Submitted to: Society of Range Management
Publication Type: Proceedings
Publication Acceptance Date: September 4, 2008
Publication Date: January 10, 2009
Citation: Moffet, C.A., Pierson Jr, F.B., Robichaud, P.R. 2009. Concentrated flow experiments on burned and unburned sagebrush communities: Applications for the Rangeland Hydrology and Erosion Model. 62nd Annual Meeting, Society of Range Management. Albuquerque, New Mexico, February 8–12. [oral, invited]. Interpretive Summary: Accurate hydrological and erosion predication technologies are still not available to rangelands. Research is underway to develop a new Rangeland Hydrology and Erosion Model (RHEM) and though modifications have been made to the splash and shallow flow erosion processes, it will use the same basic concentrated flow detachment and transport equations as were used in the Water Erosion Prediction Project model. Concentrated flow experiments were conducted to focus specifically on concentrated flow processes and to characterize the effect of fire on concentrated flow erosion process. This is the first step in developing new parameterization algorithms for use in RHEM.
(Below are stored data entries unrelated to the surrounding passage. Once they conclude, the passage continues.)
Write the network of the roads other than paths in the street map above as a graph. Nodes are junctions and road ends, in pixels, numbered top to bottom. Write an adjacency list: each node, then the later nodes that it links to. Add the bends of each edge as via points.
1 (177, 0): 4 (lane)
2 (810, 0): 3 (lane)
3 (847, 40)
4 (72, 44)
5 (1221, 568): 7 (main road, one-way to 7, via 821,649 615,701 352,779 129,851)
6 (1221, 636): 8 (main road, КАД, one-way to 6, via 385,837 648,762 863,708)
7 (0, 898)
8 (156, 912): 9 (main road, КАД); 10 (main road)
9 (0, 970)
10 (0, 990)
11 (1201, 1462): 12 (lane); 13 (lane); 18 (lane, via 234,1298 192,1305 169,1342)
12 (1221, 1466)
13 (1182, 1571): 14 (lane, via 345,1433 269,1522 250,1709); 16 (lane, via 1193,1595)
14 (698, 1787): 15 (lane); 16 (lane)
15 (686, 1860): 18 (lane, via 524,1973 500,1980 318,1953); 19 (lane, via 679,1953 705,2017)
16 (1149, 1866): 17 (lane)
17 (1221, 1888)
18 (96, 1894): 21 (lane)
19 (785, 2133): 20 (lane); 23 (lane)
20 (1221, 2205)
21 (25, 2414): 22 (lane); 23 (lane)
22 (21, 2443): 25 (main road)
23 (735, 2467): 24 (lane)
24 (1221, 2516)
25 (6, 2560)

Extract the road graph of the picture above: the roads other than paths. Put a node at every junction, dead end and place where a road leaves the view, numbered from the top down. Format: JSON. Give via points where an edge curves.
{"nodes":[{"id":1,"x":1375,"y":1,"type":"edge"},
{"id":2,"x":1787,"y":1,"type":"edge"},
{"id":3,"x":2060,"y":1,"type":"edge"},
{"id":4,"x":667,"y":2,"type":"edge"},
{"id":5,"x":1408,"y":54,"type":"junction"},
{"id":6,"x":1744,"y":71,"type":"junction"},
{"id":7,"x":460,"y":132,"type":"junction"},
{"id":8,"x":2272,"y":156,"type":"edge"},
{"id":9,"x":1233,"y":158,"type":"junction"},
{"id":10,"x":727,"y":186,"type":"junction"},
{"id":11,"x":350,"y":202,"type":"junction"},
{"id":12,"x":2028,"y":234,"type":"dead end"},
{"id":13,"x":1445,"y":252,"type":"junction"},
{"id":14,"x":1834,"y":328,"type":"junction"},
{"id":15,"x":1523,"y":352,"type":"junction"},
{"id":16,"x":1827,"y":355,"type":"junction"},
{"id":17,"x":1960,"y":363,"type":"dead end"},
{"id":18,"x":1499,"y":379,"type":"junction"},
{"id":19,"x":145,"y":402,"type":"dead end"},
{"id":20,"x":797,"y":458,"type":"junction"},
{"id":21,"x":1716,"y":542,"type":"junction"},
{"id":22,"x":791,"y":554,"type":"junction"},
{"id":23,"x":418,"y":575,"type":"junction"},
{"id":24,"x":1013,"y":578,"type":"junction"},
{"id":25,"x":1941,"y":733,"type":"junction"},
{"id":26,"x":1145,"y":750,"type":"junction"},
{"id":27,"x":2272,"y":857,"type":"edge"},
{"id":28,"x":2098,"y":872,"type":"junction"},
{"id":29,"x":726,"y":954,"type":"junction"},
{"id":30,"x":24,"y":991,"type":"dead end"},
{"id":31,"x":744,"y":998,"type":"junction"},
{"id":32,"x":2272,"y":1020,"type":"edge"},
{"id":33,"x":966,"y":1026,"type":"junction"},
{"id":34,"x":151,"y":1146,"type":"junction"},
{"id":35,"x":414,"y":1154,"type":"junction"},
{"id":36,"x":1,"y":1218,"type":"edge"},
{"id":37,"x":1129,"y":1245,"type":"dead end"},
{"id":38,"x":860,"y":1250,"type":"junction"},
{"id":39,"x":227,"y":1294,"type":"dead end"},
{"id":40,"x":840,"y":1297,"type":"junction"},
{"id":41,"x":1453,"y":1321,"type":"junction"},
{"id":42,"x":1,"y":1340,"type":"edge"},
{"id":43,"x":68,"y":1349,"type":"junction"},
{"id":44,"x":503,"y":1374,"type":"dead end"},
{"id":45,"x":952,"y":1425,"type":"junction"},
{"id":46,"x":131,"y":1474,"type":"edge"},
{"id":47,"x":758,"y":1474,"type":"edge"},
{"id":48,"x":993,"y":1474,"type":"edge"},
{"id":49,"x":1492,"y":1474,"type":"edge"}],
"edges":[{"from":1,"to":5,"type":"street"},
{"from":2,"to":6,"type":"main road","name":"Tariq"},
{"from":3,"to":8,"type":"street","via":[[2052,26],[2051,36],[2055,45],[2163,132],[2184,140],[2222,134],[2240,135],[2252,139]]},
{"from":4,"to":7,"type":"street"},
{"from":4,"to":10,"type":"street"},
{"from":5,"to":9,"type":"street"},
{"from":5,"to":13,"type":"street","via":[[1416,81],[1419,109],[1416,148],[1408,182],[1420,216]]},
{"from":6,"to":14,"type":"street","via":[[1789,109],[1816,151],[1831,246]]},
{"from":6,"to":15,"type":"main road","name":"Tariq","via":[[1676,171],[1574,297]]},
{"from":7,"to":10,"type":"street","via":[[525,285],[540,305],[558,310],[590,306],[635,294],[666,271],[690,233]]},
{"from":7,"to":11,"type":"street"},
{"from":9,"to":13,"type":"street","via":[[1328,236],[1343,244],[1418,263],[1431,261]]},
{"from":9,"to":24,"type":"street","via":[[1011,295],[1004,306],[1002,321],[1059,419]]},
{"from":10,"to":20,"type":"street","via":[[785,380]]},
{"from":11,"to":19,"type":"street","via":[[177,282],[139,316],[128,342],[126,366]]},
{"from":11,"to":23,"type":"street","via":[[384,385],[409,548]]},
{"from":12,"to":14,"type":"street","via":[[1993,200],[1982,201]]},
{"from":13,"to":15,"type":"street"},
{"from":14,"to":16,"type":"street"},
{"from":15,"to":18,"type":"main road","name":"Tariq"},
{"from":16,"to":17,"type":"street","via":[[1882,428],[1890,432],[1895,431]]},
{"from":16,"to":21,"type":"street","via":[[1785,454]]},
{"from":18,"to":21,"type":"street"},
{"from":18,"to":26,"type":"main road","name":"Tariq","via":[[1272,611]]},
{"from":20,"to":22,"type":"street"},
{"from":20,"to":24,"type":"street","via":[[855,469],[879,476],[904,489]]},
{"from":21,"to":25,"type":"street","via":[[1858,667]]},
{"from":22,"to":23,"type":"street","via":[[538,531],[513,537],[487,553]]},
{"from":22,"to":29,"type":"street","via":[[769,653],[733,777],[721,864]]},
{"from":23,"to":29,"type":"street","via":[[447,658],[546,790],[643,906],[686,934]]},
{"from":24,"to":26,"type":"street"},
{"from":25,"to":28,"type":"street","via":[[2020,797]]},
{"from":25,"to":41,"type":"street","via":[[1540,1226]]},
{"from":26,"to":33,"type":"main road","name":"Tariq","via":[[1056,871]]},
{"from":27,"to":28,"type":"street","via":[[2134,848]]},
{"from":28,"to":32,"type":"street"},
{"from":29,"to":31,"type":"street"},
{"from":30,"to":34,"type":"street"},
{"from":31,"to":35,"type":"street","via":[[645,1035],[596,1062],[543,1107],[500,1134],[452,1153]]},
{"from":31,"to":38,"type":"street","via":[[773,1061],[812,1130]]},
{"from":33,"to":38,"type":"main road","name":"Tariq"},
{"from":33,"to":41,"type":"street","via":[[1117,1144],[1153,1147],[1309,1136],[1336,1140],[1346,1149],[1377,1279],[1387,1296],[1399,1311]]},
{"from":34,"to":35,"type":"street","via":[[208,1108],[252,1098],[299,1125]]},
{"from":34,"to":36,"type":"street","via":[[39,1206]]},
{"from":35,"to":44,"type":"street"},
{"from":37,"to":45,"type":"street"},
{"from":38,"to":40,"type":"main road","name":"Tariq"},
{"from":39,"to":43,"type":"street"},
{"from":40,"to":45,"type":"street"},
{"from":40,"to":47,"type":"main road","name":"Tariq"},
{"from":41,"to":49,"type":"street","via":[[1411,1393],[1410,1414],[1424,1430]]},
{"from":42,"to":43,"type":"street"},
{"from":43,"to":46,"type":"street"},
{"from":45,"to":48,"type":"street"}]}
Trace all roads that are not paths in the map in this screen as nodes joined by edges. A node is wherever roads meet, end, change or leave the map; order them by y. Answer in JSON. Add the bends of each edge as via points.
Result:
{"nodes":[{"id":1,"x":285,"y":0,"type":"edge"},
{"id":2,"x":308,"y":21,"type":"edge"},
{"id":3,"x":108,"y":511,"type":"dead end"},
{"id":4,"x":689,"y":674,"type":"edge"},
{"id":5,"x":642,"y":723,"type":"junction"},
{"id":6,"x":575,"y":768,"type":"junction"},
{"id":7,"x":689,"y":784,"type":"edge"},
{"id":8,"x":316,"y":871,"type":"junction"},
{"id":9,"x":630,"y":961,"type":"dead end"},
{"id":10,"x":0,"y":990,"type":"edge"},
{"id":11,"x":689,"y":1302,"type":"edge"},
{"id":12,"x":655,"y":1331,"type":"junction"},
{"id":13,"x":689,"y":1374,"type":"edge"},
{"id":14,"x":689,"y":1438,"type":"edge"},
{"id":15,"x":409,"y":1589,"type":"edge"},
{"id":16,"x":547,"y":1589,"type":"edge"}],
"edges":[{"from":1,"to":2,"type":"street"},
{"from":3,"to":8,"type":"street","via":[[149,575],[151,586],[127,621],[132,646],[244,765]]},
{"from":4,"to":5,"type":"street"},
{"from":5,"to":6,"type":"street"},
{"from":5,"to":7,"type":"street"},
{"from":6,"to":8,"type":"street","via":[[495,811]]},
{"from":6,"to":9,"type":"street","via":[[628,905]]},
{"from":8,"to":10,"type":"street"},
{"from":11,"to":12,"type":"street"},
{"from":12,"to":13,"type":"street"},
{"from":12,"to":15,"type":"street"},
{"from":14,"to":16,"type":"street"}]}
Technical Abstract: The risk of increased runoff and water erosion is greater after fire on many rangelands. Recent experiments on steep sagebrush rangelands have shown that concentrated flow detachment and transport is the dominant postfire erosion process. Rainfall simulation studies have demonstrated that runoff after fire increases by a factor of between 2 and 5. The effect of fire on erosion on these sites was much greater and more variable, increasing by a factor of between 25 and 100. The Water Erosion Prediction Project (WEPP) model, does not predict this degree of erosion increase as a result of the measured reduction in canopy and ground cover after a fire, even when the effect on runoff has been forced. Canopy and ground cover are the primary factors used to adjust erodibility and erosivity terms. The Rangeland Hydrology and Erosion Model (RHEM) uses the same concentrated flow detachment and transport model used in WEPP. Unless new parameterization algorithms are developed for concentrated flow erodibility and erosivity terms, it will not be sensitive to fire effects on the concentrated flow erosion process. Concentrated flow erosion experiments were used to characterize the effect of fire on concentrated flow erodibility, critical shear, flow width, and Darcy-Weisbach roughness coefficients. These experiments separate the flow process from the other erosion processes that are active in rainfall simulation experiments. The results of these experiments are the first step in determining which parameters are sensitive to fire and developing parameterization algorithms to predict those model parameters from site conditions.